On 05.06.14 15:10, Alexey Kardashevskiy wrote:
On 06/05/2014 11:06 PM, Alexander Graf wrote:
On 05.06.14 08:43, Alexey Kardashevskiy wrote:
On 06/05/2014 03:49 PM, Alexey Kardashevskiy wrote:
POWER KVM supports an KVM_CAP_SPAPR_TCE capability which allows allocating
TCE tables in the host kernel memory and handle H_PUT_TCE requests
targeted to specific LIOBN (logical bus number) right in the host without
switching to QEMU. At the moment this is used for emulated devices only
and the handler only puts TCE to the table. If the in-kernel H_PUT_TCE
handler finds a LIOBN and corresponding table, it will put a TCE to
the table and complete hypercall execution. The user space will not be
notified.
Upcoming VFIO support is going to use the same sPAPRTCETable device class
so KVM_CAP_SPAPR_TCE is going to be used as well.
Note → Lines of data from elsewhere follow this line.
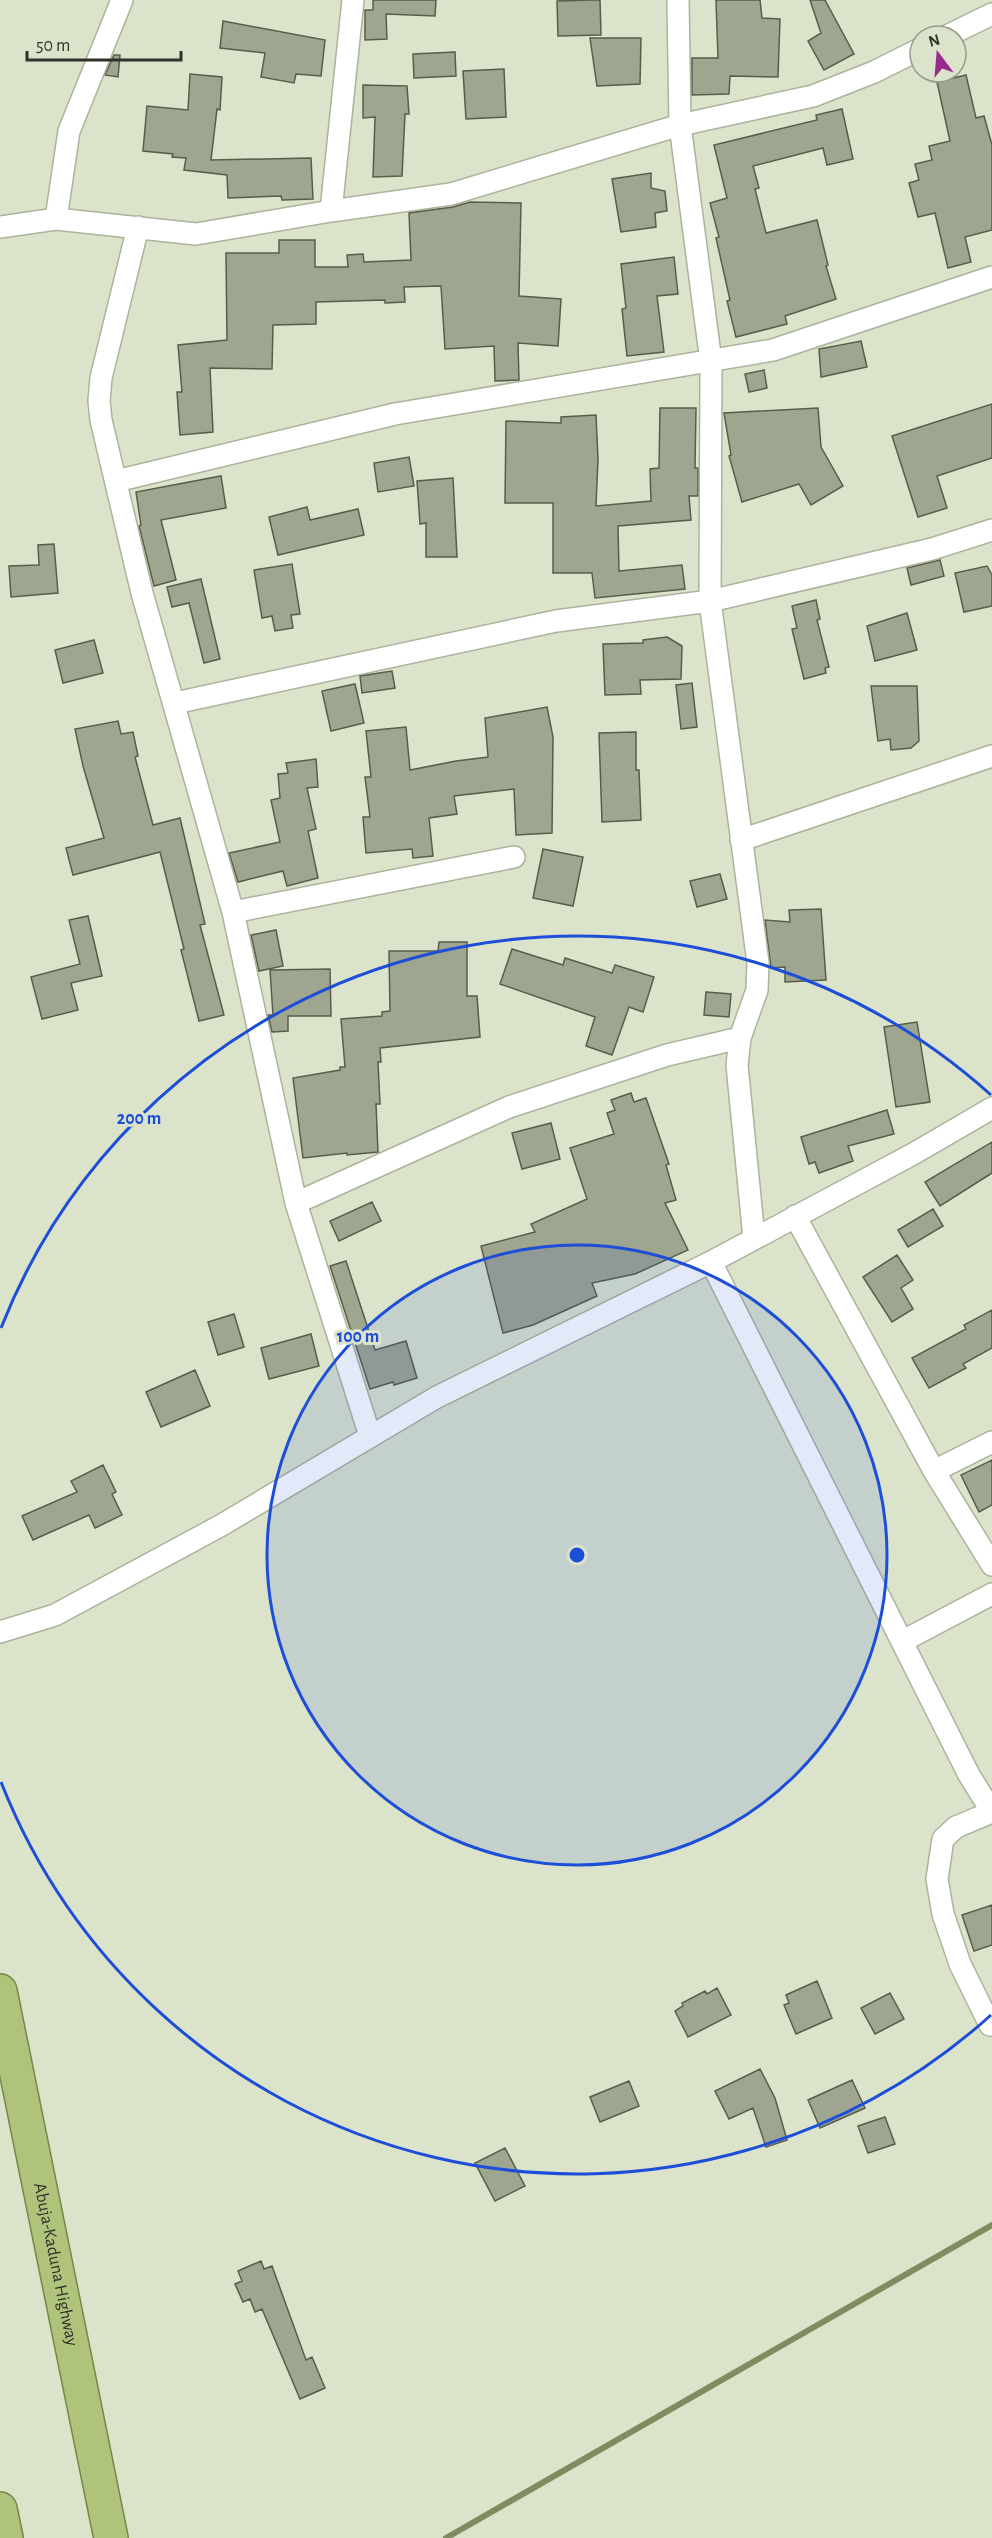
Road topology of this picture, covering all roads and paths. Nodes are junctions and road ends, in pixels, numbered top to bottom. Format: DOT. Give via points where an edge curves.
graph roads {
  1 [pos="122,0"];
  2 [pos="353,0"];
  3 [pos="678,0"];
  4 [pos="992,14"];
  5 [pos="968,26"];
  6 [pos="908,56"];
  7 [pos="680,125"];
  8 [pos="331,211"];
  9 [pos="56,219"];
  10 [pos="0,227"];
  11 [pos="138,227"];
  12 [pos="992,277"];
  13 [pos="711,362"];
  14 [pos="116,481"];
  15 [pos="992,530"];
  16 [pos="710,601"];
  17 [pos="175,703"];
  18 [pos="992,756"];
  19 [pos="741,840"];
  20 [pos="514,857"];
  21 [pos="233,912"];
  22 [pos="740,1038"];
  23 [pos="992,1108"];
  24 [pos="296,1203"];
  25 [pos="795,1216"];
  26 [pos="754,1238"];
  27 [pos="711,1262"];
  28 [pos="370,1436"];
  29 [pos="992,1442"];
  30 [pos="934,1471"];
  31 [pos="992,1565"];
  32 [pos="992,1594"];
  33 [pos="0,1632"];
  34 [pos="903,1641"];
  35 [pos="992,1812"];
  36 [pos="0,1991"];
  37 [pos="990,2025"];
  38 [pos="0,2509"];
  39 [pos="6,2538"];
  40 [pos="111,2538"];
  1 -- 9 [label="street" via="69,131"];
  2 -- 8 [label="street"];
  3 -- 7 [label="street"];
  4 -- 5 [label="street"];
  6 -- 7 [label="street" via="813,96"];
  7 -- 8 [label="street" via="452,194"];
  7 -- 13 [label="street"];
  8 -- 11 [label="street" via="196,234"];
  9 -- 10 [label="street"];
  9 -- 11 [label="street"];
  11 -- 14 [label="street" via="101,378 99,401"];
  12 -- 13 [label="street" via="773,350"];
  13 -- 14 [label="street" via="395,414"];
  13 -- 16 [label="street"];
  14 -- 17 [label="street" via="142,593"];
  15 -- 16 [label="street" via="932,549"];
  16 -- 17 [label="street" via="556,621"];
  16 -- 19 [label="street"];
  17 -- 21 [label="street"];
  18 -- 19 [label="street"];
  19 -- 22 [label="street" via="758,963 756,990"];
  20 -- 21 [label="street"];
  21 -- 24 [label="street"];
  22 -- 24 [label="street" via="668,1055 509,1107"];
  22 -- 26 [label="street" via="737,1065"];
  23 -- 25 [label="street"];
  24 -- 28 [label="street"];
  25 -- 26 [label="street"];
  25 -- 30 [label="street"];
  26 -- 27 [label="street"];
  27 -- 28 [label="street" via="437,1397"];
  27 -- 34 [label="street"];
  28 -- 33 [label="street" via="220,1526 55,1615"];
  29 -- 30 [label="street"];
  30 -- 31 [label="street"];
  32 -- 34 [label="street"];
  34 -- 35 [label="street" via="969,1775"];
  35 -- 37 [label="street" via="956,1827 943,1839 937,1879 943,1914 960,1964"];
  36 -- 40 [label="highway, Abuja-Kaduna Highway"];
  38 -- 39 [label="highway"];
}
That means that TCE
tables for VFIO are going to be allocated in the host as well.
However VFIO operates with real IOMMU tables and simple copying of
a TCE to the real hardware TCE table will not work as guest physical
to host physical address translation is requited.
So until the host kernel gets VFIO support for H_PUT_TCE, we better not
to register VFIO's TCE in the host.
This adds a bool @kvm_accel flag to the sPAPRTCETable device telling
that sPAPRTCETable should not try allocating TCE table in the host kernel.
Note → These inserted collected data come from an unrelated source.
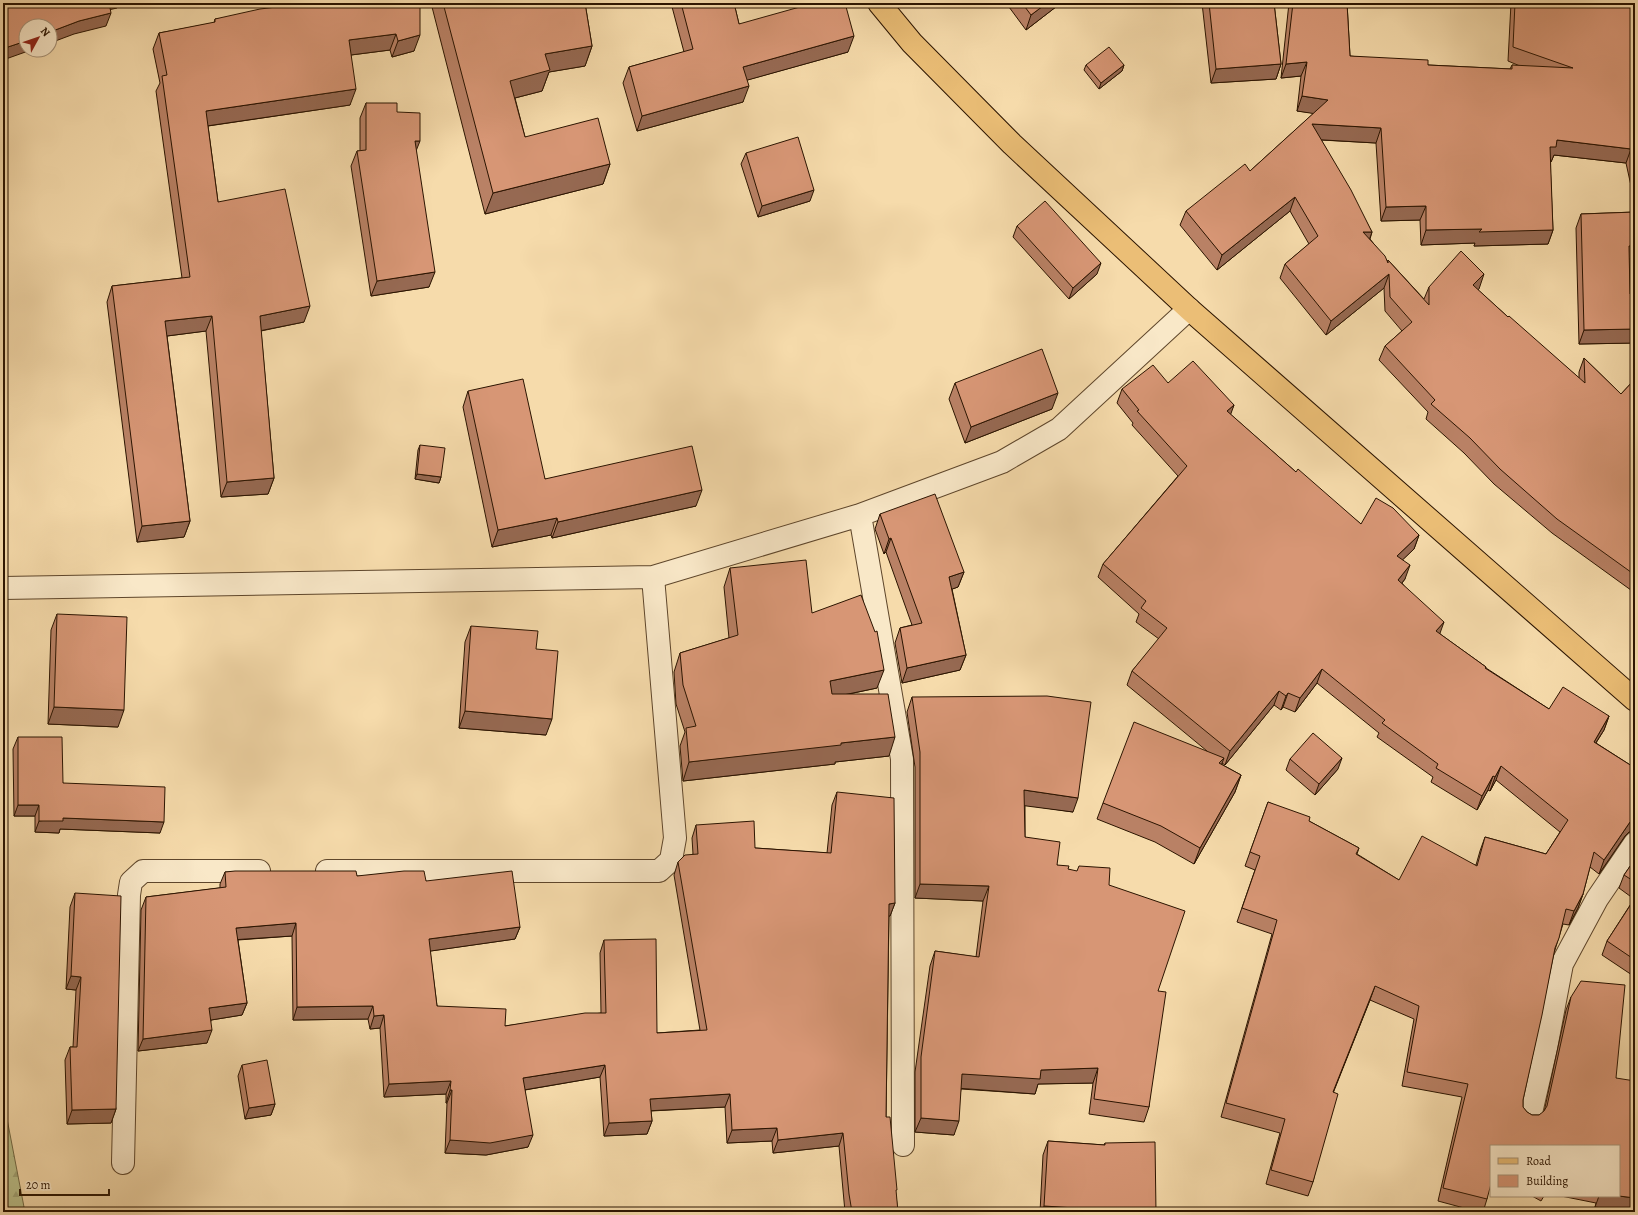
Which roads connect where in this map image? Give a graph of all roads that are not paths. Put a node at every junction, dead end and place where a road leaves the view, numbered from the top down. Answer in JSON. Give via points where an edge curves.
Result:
{"nodes":[{"id":1,"x":879,"y":3,"type":"edge"},
{"id":2,"x":1190,"y":309,"type":"junction"},
{"id":3,"x":860,"y":515,"type":"junction"},
{"id":4,"x":652,"y":577,"type":"junction"},
{"id":5,"x":3,"y":588,"type":"edge"},
{"id":6,"x":1635,"y":700,"type":"edge"},
{"id":7,"x":1635,"y":843,"type":"edge"},
{"id":8,"x":278,"y":871,"type":"edge"},
{"id":9,"x":310,"y":871,"type":"edge"},
{"id":10,"x":1530,"y":1117,"type":"edge"},
{"id":11,"x":903,"y":1145,"type":"dead end"},
{"id":12,"x":123,"y":1163,"type":"dead end"}],
"edges":[{"from":1,"to":2,"type":"main road","via":[[912,44],[1012,144]]},
{"from":2,"to":3,"type":"street","via":[[1059,429],[1002,462]]},
{"from":2,"to":6,"type":"main road"},
{"from":3,"to":4,"type":"street"},
{"from":3,"to":11,"type":"street","via":[[902,759]]},
{"from":4,"to":5,"type":"street"},
{"from":4,"to":9,"type":"street","via":[[675,838],[671,860],[659,871]]},
{"from":7,"to":10,"type":"street","via":[[1597,899],[1562,964]]},
{"from":8,"to":12,"type":"street","via":[[143,872],[131,882]]}]}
Instead, the table will be created in QEMU.
This adds an kvm_accel parameter to spapr_tce_new_table() to let users
choose whether to use acceleration or not. At the moment it is enabled
for VIO and emulated PCI. Upcoming VFIO support will set it to false.
Signed-off-by: Alexey Kardashevskiy <a...@ozlabs.ru>
---
This is a workaround but it lets me have one IOMMU device for VIO, emulated
PCI and VFIO which is a good thing.
The other way around would be a new KVM_CAP_SPAPR_TCE_VFIO capability but
this needs kernel update.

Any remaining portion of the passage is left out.